Damage Put at $4.6 Million

The storm that began March 7 did not have the quick brutality of a hurricane, but ceaselessly battered the shore for four days. By the time the rain, surging waves and 45-m.p.h. gusts subsided, at least $4.6-million worth of property was lost along the delicate beaches of Dare County, a popular tourist area that stretches from communities such as Duck in the north to the southern tip of Hatteras Island.

The storm also reshaped the beaches--Oregon Inlet, just north of Hatteras Island, lost 200 feet of width overnight--and rekindled debate over the extent to which man should intervene to protect the eroding shoreline.

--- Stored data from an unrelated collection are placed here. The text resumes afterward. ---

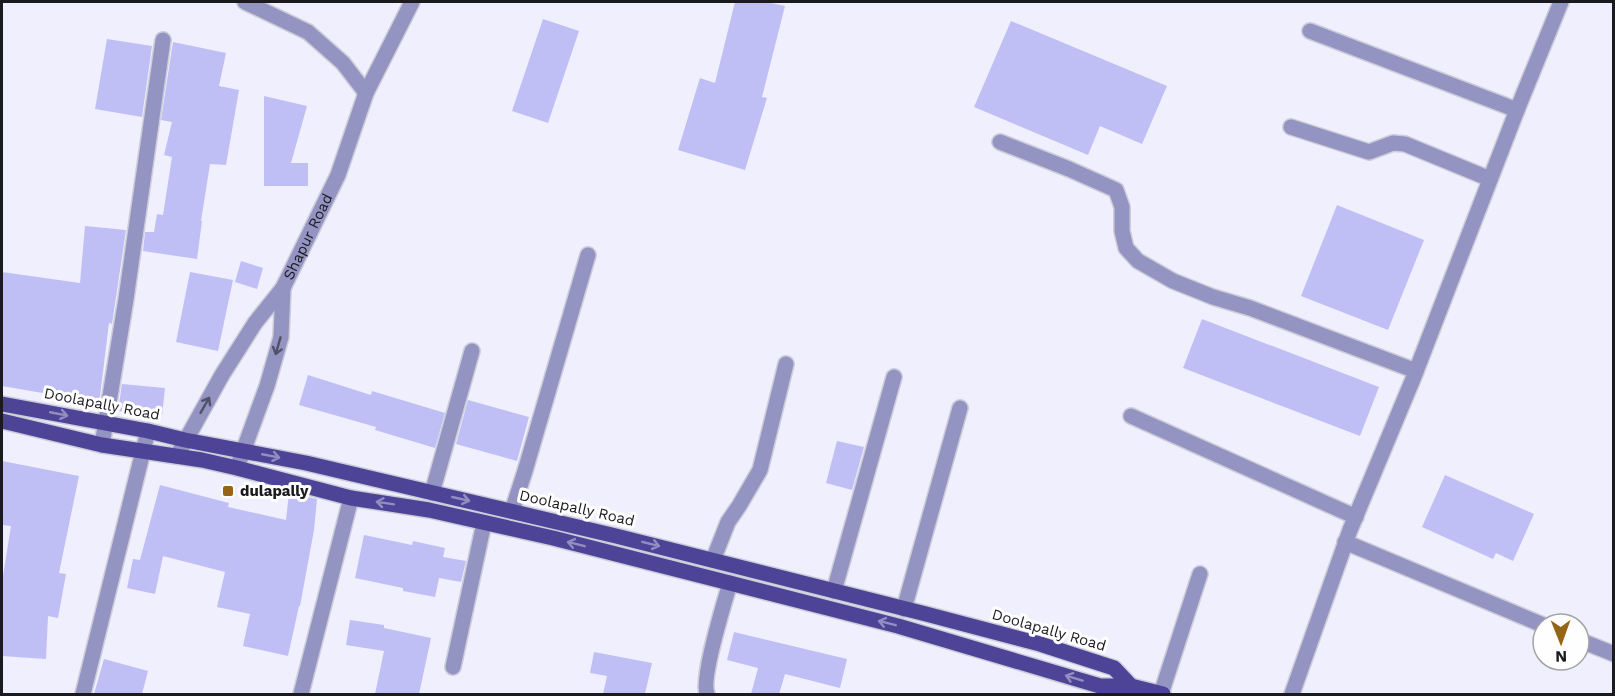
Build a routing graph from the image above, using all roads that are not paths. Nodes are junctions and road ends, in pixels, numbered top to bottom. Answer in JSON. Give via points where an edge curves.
{"nodes":[{"id":1,"x":245,"y":2,"type":"edge"},
{"id":2,"x":412,"y":2,"type":"edge"},
{"id":3,"x":1561,"y":2,"type":"edge"},
{"id":4,"x":1310,"y":31,"type":"dead end"},
{"id":5,"x":163,"y":40,"type":"dead end"},
{"id":6,"x":366,"y":93,"type":"junction"},
{"id":7,"x":1517,"y":110,"type":"junction"},
{"id":8,"x":1291,"y":127,"type":"dead end"},
{"id":9,"x":1000,"y":142,"type":"dead end"},
{"id":10,"x":1490,"y":179,"type":"junction"},
{"id":11,"x":588,"y":255,"type":"dead end"},
{"id":12,"x":283,"y":288,"type":"junction"},
{"id":13,"x":472,"y":351,"type":"dead end"},
{"id":14,"x":786,"y":364,"type":"dead end"},
{"id":15,"x":1416,"y":371,"type":"junction"},
{"id":16,"x":894,"y":377,"type":"dead end"},
{"id":17,"x":2,"y":404,"type":"edge"},
{"id":18,"x":960,"y":408,"type":"dead end"},
{"id":19,"x":1131,"y":416,"type":"dead end"},
{"id":20,"x":2,"y":421,"type":"edge"},
{"id":21,"x":105,"y":423,"type":"junction"},
{"id":22,"x":148,"y":431,"type":"junction"},
{"id":23,"x":185,"y":440,"type":"junction"},
{"id":24,"x":102,"y":444,"type":"junction"},
{"id":25,"x":242,"y":450,"type":"junction"},
{"id":26,"x":142,"y":451,"type":"junction"},
{"id":27,"x":177,"y":456,"type":"junction"},
{"id":28,"x":237,"y":468,"type":"junction"},
{"id":29,"x":432,"y":493,"type":"junction"},
{"id":30,"x":351,"y":498,"type":"junction"},
{"id":31,"x":512,"y":511,"type":"junction"},
{"id":32,"x":1356,"y":517,"type":"junction"},
{"id":33,"x":484,"y":523,"type":"junction"},
{"id":34,"x":1345,"y":542,"type":"junction"},
{"id":35,"x":713,"y":560,"type":"junction"},
{"id":36,"x":1200,"y":574,"type":"dead end"},
{"id":37,"x":730,"y":583,"type":"junction"},
{"id":38,"x":834,"y":591,"type":"junction"},
{"id":39,"x":904,"y":609,"type":"junction"},
{"id":40,"x":1531,"y":620,"type":"edge"},
{"id":41,"x":1591,"y":645,"type":"edge"},
{"id":42,"x":1614,"y":654,"type":"edge"},
{"id":43,"x":453,"y":667,"type":"dead end"},
{"id":44,"x":1131,"y":687,"type":"junction"},
{"id":45,"x":83,"y":694,"type":"edge"},
{"id":46,"x":301,"y":694,"type":"edge"},
{"id":47,"x":707,"y":694,"type":"edge"},
{"id":48,"x":1162,"y":694,"type":"edge"},
{"id":49,"x":1292,"y":694,"type":"edge"}],
"edges":[{"from":1,"to":6,"type":"street","via":[[308,32],[343,63]]},
{"from":2,"to":6,"type":"street","name":"Shapur Road"},
{"from":3,"to":7,"type":"street"},
{"from":4,"to":7,"type":"street"},
{"from":5,"to":21,"type":"street"},
{"from":6,"to":12,"type":"street","name":"Shapur Road","via":[[338,175]]},
{"from":7,"to":10,"type":"street"},
{"from":8,"to":10,"type":"street","via":[[1369,152],[1393,143],[1405,144]]},
{"from":9,"to":15,"type":"street","via":[[1116,190],[1122,207],[1126,248],[1138,261],[1173,281]]},
{"from":10,"to":15,"type":"street"},
{"from":11,"to":31,"type":"street"},
{"from":23,"to":12,"type":"street","name":"Shapur Road","one_way":true,"via":[[255,323]]},
{"from":12,"to":25,"type":"street","one_way":true,"via":[[281,337]]},
{"from":13,"to":29,"type":"street"},
{"from":14,"to":35,"type":"street","via":[[760,470],[728,522]]},
{"from":15,"to":32,"type":"street"},
{"from":16,"to":38,"type":"street"},
{"from":17,"to":21,"type":"main road","name":"Doolapally Road","one_way":true},
{"from":18,"to":39,"type":"street"},
{"from":19,"to":32,"type":"street"},
{"from":20,"to":24,"type":"main road"},
{"from":21,"to":22,"type":"main road","name":"Doolapally Road"},
{"from":21,"to":24,"type":"street"},
{"from":22,"to":23,"type":"main road","name":"Doolapally Road"},
{"from":22,"to":26,"type":"street"},
{"from":23,"to":25,"type":"main road","name":"Doolapally Road"},
{"from":23,"to":27,"type":"street","name":"Shapur Road"},
{"from":24,"to":26,"type":"main road"},
{"from":25,"to":28,"type":"street"},
{"from":25,"to":29,"type":"main road","name":"Doolapally Road","one_way":true},
{"from":26,"to":27,"type":"main road"},
{"from":26,"to":45,"type":"street"},
{"from":27,"to":28,"type":"main road"},
{"from":28,"to":30,"type":"main road"},
{"from":29,"to":31,"type":"main road","name":"Doolapally Road","one_way":true},
{"from":33,"to":30,"type":"main road","one_way":true},
{"from":30,"to":46,"type":"street"},
{"from":31,"to":35,"type":"main road","name":"Doolapally Road","one_way":true},
{"from":32,"to":34,"type":"street"},
{"from":37,"to":33,"type":"main road","one_way":true},
{"from":33,"to":43,"type":"street"},
{"from":34,"to":40,"type":"street"},
{"from":34,"to":49,"type":"street"},
{"from":35,"to":38,"type":"main road","name":"Doolapally Road"},
{"from":36,"to":48,"type":"street"},
{"from":44,"to":37,"type":"main road","one_way":true,"via":[[1100,686],[898,626]]},
{"from":37,"to":47,"type":"street","via":[[707,674]]},
{"from":38,"to":39,"type":"main road","name":"Doolapally Road"},
{"from":39,"to":44,"type":"main road","name":"Doolapally Road","via":[[1040,644],[1114,668]]},
{"from":41,"to":42,"type":"street"},
{"from":44,"to":48,"type":"main road"}]}
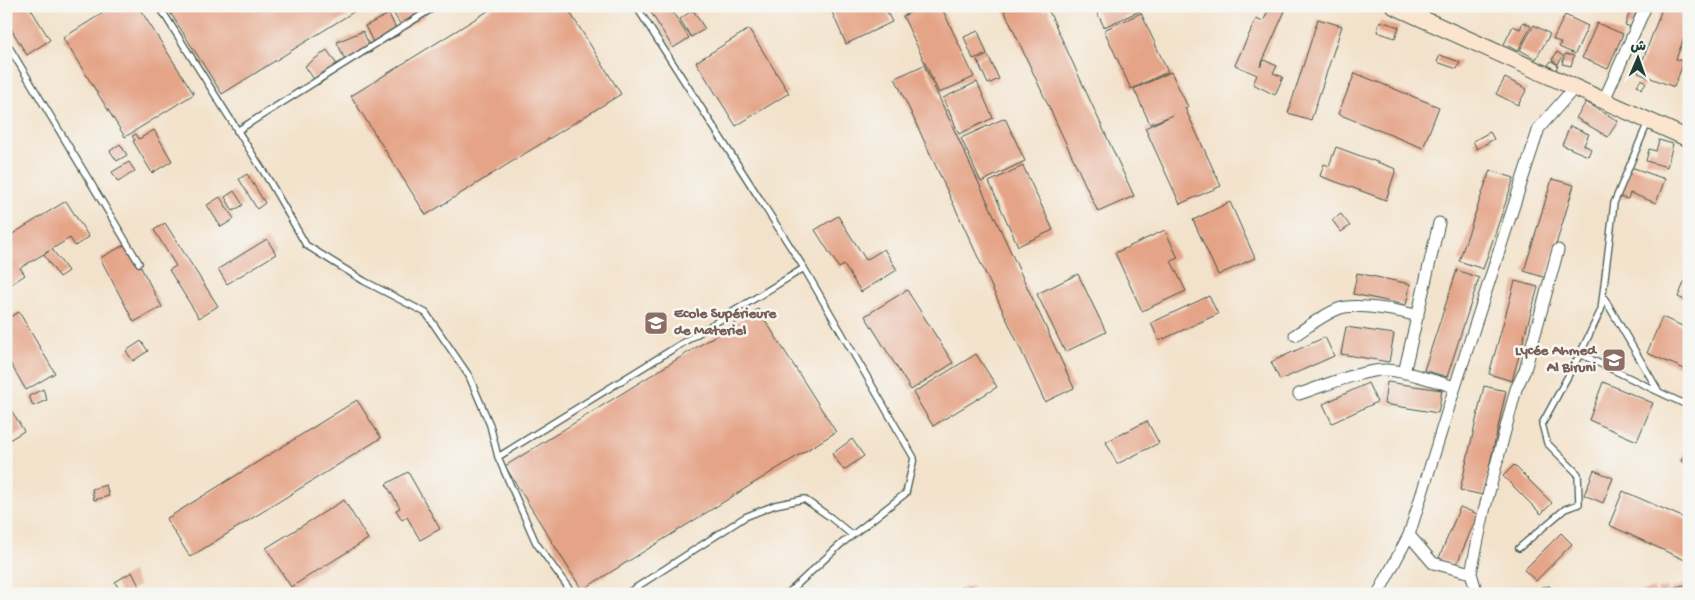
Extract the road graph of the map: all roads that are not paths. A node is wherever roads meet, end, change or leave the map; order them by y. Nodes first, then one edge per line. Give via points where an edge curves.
1 (159, 6) edge
2 (436, 6) edge
3 (636, 6) edge
4 (1646, 6) edge
5 (1403, 8) edge
6 (6, 42) edge
7 (1575, 87) junction
8 (1604, 100) junction
9 (1649, 121) junction
10 (237, 131) junction
11 (1689, 139) edge
12 (1439, 223) dead end
13 (1558, 250) dead end
14 (139, 263) dead end
15 (804, 268) junction
16 (1603, 296) junction
17 (1418, 316) junction
18 (1295, 334) dead end
19 (1580, 354) junction
20 (1404, 373) junction
21 (1455, 387) junction
22 (1659, 392) junction
23 (1299, 394) dead end
24 (1689, 406) edge
25 (498, 457) junction
26 (852, 535) junction
27 (1409, 535) junction
28 (1519, 548) dead end
29 (1471, 573) junction
30 (573, 594) edge
31 (626, 594) edge
32 (787, 594) edge
33 (1380, 594) edge
34 (1477, 594) edge

1 - 10 lane
2 - 10 lane
3 - 15 lane
4 - 8 street
5 - 7 main road
6 - 14 lane
7 - 8 main road
7 - 21 street via 1540,128
8 - 9 main road
9 - 11 main road
9 - 16 lane via 1614,203
10 - 25 lane via 306,245 364,281 426,313 469,376 490,425
12 - 17 street
13 - 29 street via 1491,479
15 - 25 lane
15 - 26 lane via 914,458 906,493
16 - 19 lane via 1601,310
16 - 22 lane
17 - 18 street via 1358,306 1339,308
17 - 20 street
19 - 22 lane
19 - 28 lane via 1542,424 1547,443 1578,474 1579,504 1565,509
20 - 21 street
20 - 23 street via 1386,370 1364,373
21 - 27 street
22 - 24 lane
25 - 30 lane via 536,543
26 - 31 lane via 804,499 775,505 745,517
26 - 32 lane
27 - 29 street via 1433,564
27 - 33 street
29 - 34 street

It is likely to fuel debate over a proposal to ban new commercial construction on the Nags Head beachfront, and over the issue of reinforcing the Bonner Bridge over Oregon Inlet, which has been filling in at the rate of 180 feet a year.

Suggests Using Tax Money

The March storm damage led one county commissioner to propose using $2.1 million from the 3% county occupancy tax for a new program of beach replenishment.

It also could bring a major test of North Carolina’s ban on sea walls. Unlike neighboring Virginia or South Carolina, North Carolina endorses the view of Duke University marine geologist Orrin H. Pilkey Jr., and others, that such structures ultimately harm the beach more than they protect it.

Pilkey, who inspected the Outer Banks after the most recent storm, acknowledged that bulkheads would have lessened the damage but said they temporarily protect a few property owners at an unacceptable cost to others.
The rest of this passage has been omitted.